John Cassavetes' Husbands
nytheatre.com review by Chris Harcum
January 6, 2010
Conversation I overheard at the intermission for this show.
Theater Enthusiast: I think I'm going to go.
Theater Die-hard: I think I'm going to stay. I think it's not uninteresting.
Theater Enthusiast: I think that's true. It's not uninteresting. (slight pause) But that doesn't mean it is interesting.
This seemed to encapsulate the audience's mood in the middle of this three-hour event, which was conceived, designed, and directed by Doris Mirescu. What they did not discuss was whether the piece was enjoyable. This show seems to have been built to be tangential to that consideration.
John Cassavetes is known for his pioneering work in the cinema using hand-held cameras, subtextually-driven plots, and eliciting gritty, anti-star-vehicle performances from his actors. He mortgaged his house rather than contend with a producer changing his script. Gena Rowlands, his wife and leading actress, once recounted sitting with him in an office across from where one of their films screened. They would watch as men came out in the middle of the screening for a smoke. Typically, those smokers would pace for ten minutes and then walk away. She believed the film touched on something overwhelming about their marriages.
John Cassavetes' Husbands had a few people peeling off for the exits within the first 15 minutes of the performance. Perhaps they were annoyed by the story of three guys making asses of themselves through drinking and circular, sometimes nonsensical conversation after the death of a close friend. Maybe the staging and multimedia elements, which either give the audience several viewpoints of one thing or absolutely no clue where to look, frustrated them. Having the heart and passion taken out of the performances through the dissipation and deconstruction of the source material probably did not keep them there.
I do not think anyone left because they were confronted with seeing the dark recesses of their souls presented before them.
There were a few moments I enjoyed. As the husbands are on the subway, one drops some money. When his friend picks it up, he sees a small photo of their deceased mutual friend. This was amplified by its projection on the large screen upstage. An offstage scene in a bathroom visible only on the screen was equally repugnant and engrossing. Several times, all the stage machinery worked together with the performances and I felt like I was taking in something through this hybridization that I would not get from just a play or just a film. The live guitar work by Anders Nilsson gave texture and often drove the action.
But I did find myself working really hard to give over to the experience. It was not emotionally or intellectually engaging for me. However, it was not uninteresting.
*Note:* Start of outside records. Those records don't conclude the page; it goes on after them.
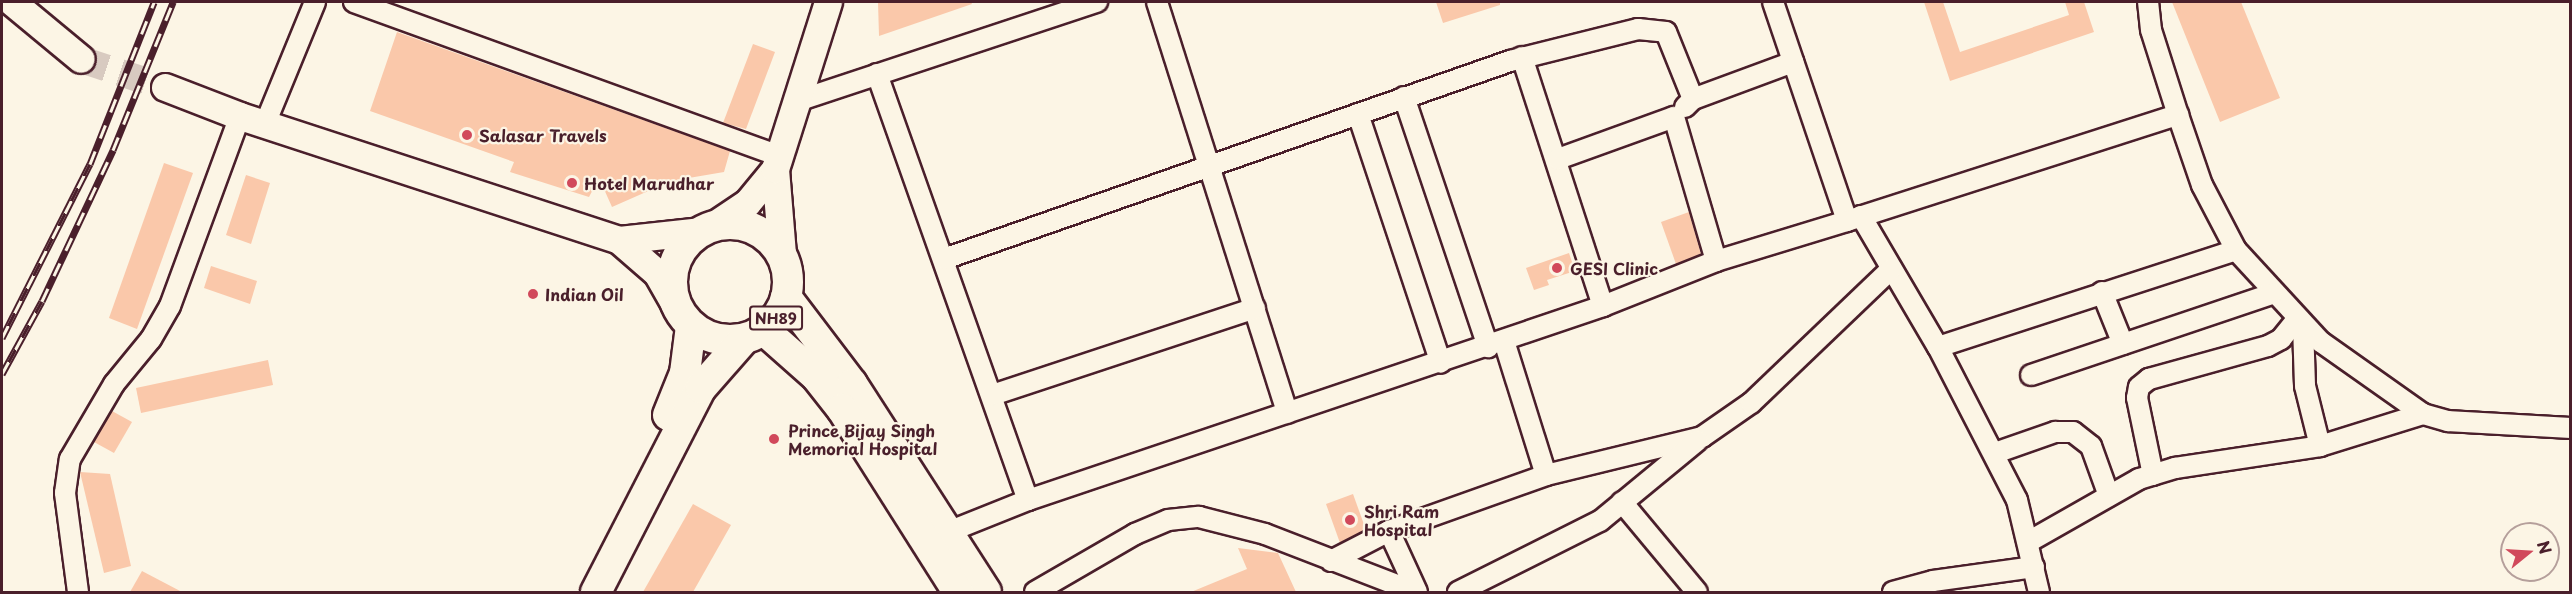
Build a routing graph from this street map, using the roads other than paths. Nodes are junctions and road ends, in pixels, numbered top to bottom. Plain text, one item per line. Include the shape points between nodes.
1 (12, 2) edge
2 (315, 2) edge
3 (354, 2) edge
4 (828, 2) edge
5 (1097, 2) edge
6 (1157, 2) edge
7 (1773, 2) edge
8 (2148, 2) edge
9 (1072, 5) edge
10 (1522, 57) junction
11 (81, 59) tunnel mouth
12 (1793, 62) junction
13 (878, 74) junction
14 (165, 87) tunnel mouth
15 (1404, 97) junction
16 (1693, 99) junction
17 (800, 100) junction
18 (1358, 114) junction
19 (2178, 116) junction
20 (1674, 117) junction
21 (252, 120) junction
22 (1558, 159) junction
23 (778, 163) junction
24 (1212, 168) junction
25 (1854, 218) junction
26 (707, 228) junction
27 (620, 240) junction
28 (2236, 250) junction
29 (782, 255) junction
30 (944, 259) junction
31 (1716, 261) junction
32 (1891, 269) junction
33 (2102, 292) junction
34 (2272, 294) junction
35 (786, 297) junction
36 (1603, 306) junction
37 (1255, 308) junction
38 (684, 317) junction
39 (2300, 322) junction
40 (754, 334) junction
41 (1496, 344) junction
42 (2123, 344) junction
43 (1938, 347) junction
44 (1441, 363) junction
45 (2031, 375) dead end
46 (992, 395) junction
47 (1287, 413) junction
48 (2423, 414) junction
49 (2571, 428) edge
50 (1702, 437) junction
51 (2320, 446) junction
52 (1995, 453) junction
53 (1546, 475) junction
54 (2153, 475) junction
55 (2109, 496) junction
56 (1028, 500) junction
57 (1622, 502) junction
58 (1389, 531) junction
59 (937, 537) junction
60 (2030, 541) junction
61 (1331, 561) junction
62 (2034, 567) junction
63 (78, 592) edge
64 (574, 592) edge
65 (596, 592) edge
66 (958, 592) edge
67 (986, 592) edge
68 (1035, 592) edge
69 (1416, 592) edge
70 (1458, 592) edge
71 (1697, 592) edge
72 (1893, 592) edge
73 (2039, 592) edge

1 - 11 street
2 - 21 street
3 - 23 street
4 - 17 street
5 - 9 street
6 - 24 street
7 - 12 street
8 - 19 street via 2151,30
9 - 13 street
10 - 15 street
10 - 16 street via 1653,27 1666,32
10 - 22 street
12 - 16 street
12 - 25 street
13 - 17 street
13 - 30 street
14 - 21 street
15 - 18 street
15 - 41 street
16 - 20 street
17 - 23 street
18 - 24 street
18 - 44 street
19 - 25 street
19 - 28 street via 2202,184
20 - 22 street
20 - 31 street
21 - 27 street
21 - 63 street via 170,306 151,339 114,384 70,459 65,493
22 - 36 street
23 - 26 street via 747,203
23 - 29 street
24 - 30 street
24 - 37 street
25 - 31 street
25 - 32 street
26 - 27 street
26 - 29 main road via 753,228
26 - 38 main road via 683,245 673,265 671,287
27 - 38 street via 657,273
28 - 33 street
28 - 34 street
29 - 35 main road, NH89 via 788,276
30 - 46 street
31 - 36 street
32 - 43 street
32 - 50 street via 1751,403
33 - 42 street
33 - 43 street
34 - 39 street
34 - 42 street
35 - 40 main road, NH89 via 778,315
35 - 59 main road, NH89 via 858,393
36 - 41 street
37 - 46 street
37 - 47 street
38 - 40 main road, NH89 via 725,341
38 - 64 main road via 688,357 673,406
39 - 48 street via 2382,389
39 - 51 street via 2305,386
39 - 54 street via 2268,346 2149,379 2139,387 2137,398
40 - 59 main road, NH89 via 816,376
40 - 65 main road, NH89 via 701,388
41 - 44 street
41 - 53 street
42 - 45 street
43 - 52 street
44 - 47 street
46 - 56 street
47 - 56 street
48 - 49 street via 2448,421
48 - 51 street
50 - 53 street
50 - 57 street
51 - 54 street
52 - 55 street via 2055,432 2073,432 2091,446
52 - 60 street
53 - 58 street
54 - 55 street
55 - 60 street
56 - 59 street
57 - 70 street via 1557,546
57 - 71 street
58 - 61 street
58 - 69 street
59 - 66 main road, NH89
59 - 67 main road, NH89
60 - 62 street
61 - 68 street via 1265,534 1199,517 1168,520 1135,534
61 - 69 street
62 - 72 street via 1933,581
62 - 73 street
The energy in the audience felt different after intermission. Roughly a quarter of the audience left. Those who stayed, because of enjoyment or curiosity, had more visceral responses. There also seemed to be a more relaxed atmosphere onstage. I credit this to the fact that the women got to do more in the second act than continuous counterpoint exercises or just sit there as the men yelled at them. The scenes suddenly became about dealing with things and seemed to carry more of the emotional Cassavetes spirit.
This pointed out how the first act is more than twice as long as it needs to be. Also, the men have a much tougher job than one would suspect at first blush. They are dealing with the loss of love. Male friend love. They curse, drink, yell, fight, smoke, ramble, and move around aimlessly, but only hint at addressing the pain. This is indeed the heart of this piece. Maybe the cacophonous multimedia got in their way or the actors did not know each other well enough to go to some of those scary places with each other. While I admire how hard they were working, something was missing.
The reason John Cassavetes' Husbands was made is unclear to me. What does its premise about three middle-aged men in 1970 expressing grief through indirect means say about where we are now? Certainly the movie is not one that many know. Several people in the crowd at the performance I saw admitted to not having seen the film on which this is based.
I would like to properly credit performances in this play but the actors are simply listed in a lump on the program without assigning characters to them. They seemed to have decided at the last second to do a messy curtain call at the end of the show. To me, these are both clues as to why the evening was aggressively difficult to follow. The performances that could have been illuminating combined with some admirable stagecraft to make an amazing show were drowned out by the direction.
Maybe one day 40 years from now someone will make a three hour multimedia piece called "John Hamburg's I Love You Man," and people will be equally baffled by its presentation, though I doubt it, because the source material has more structure to deconstruct.